Task material Start Marker

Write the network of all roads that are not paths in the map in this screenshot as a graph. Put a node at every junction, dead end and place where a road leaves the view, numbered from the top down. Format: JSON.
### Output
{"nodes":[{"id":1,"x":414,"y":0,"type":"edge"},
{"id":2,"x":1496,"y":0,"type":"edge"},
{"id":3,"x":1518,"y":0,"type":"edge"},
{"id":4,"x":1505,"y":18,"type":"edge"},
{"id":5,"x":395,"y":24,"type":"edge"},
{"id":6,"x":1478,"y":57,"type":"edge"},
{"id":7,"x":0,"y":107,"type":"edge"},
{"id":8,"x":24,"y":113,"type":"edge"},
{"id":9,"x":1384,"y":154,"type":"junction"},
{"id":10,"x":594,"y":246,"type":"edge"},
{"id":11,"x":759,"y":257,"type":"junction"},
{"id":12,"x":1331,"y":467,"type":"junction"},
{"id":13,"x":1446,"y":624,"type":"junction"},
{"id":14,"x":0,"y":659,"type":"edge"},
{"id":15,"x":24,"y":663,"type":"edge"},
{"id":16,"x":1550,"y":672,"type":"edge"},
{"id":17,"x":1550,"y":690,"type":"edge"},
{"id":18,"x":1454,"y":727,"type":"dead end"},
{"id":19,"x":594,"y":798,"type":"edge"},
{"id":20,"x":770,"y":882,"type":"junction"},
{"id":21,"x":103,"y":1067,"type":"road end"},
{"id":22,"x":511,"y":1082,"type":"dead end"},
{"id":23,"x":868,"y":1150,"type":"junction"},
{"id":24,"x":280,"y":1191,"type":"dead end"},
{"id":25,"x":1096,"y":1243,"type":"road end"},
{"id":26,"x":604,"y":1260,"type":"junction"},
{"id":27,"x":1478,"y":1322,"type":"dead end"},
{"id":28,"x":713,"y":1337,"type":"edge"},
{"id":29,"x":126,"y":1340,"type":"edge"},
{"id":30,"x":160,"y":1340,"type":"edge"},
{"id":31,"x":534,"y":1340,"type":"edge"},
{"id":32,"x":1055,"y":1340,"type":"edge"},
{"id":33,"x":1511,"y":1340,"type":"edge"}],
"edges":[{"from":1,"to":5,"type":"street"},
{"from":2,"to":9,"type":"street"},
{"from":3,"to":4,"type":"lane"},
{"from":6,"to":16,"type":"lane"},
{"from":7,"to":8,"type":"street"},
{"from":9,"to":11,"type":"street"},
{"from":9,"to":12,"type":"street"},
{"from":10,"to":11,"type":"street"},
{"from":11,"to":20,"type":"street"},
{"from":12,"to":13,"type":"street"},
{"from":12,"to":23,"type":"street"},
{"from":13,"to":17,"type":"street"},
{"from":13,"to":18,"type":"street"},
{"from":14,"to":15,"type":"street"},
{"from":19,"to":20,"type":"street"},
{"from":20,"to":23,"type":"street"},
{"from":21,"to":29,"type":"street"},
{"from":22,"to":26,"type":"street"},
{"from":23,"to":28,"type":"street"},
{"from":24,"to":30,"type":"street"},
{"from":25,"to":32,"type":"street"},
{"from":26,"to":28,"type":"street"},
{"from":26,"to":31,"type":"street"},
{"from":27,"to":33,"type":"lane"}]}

Task material End Marker

Task requirements:
Pull out all lines from the listing that contain the string "lane".

Written response:
{"from":3,"to":4,"type":"lane"},
{"from":6,"to":16,"type":"lane"},
{"from":27,"to":33,"type":"lane"}]}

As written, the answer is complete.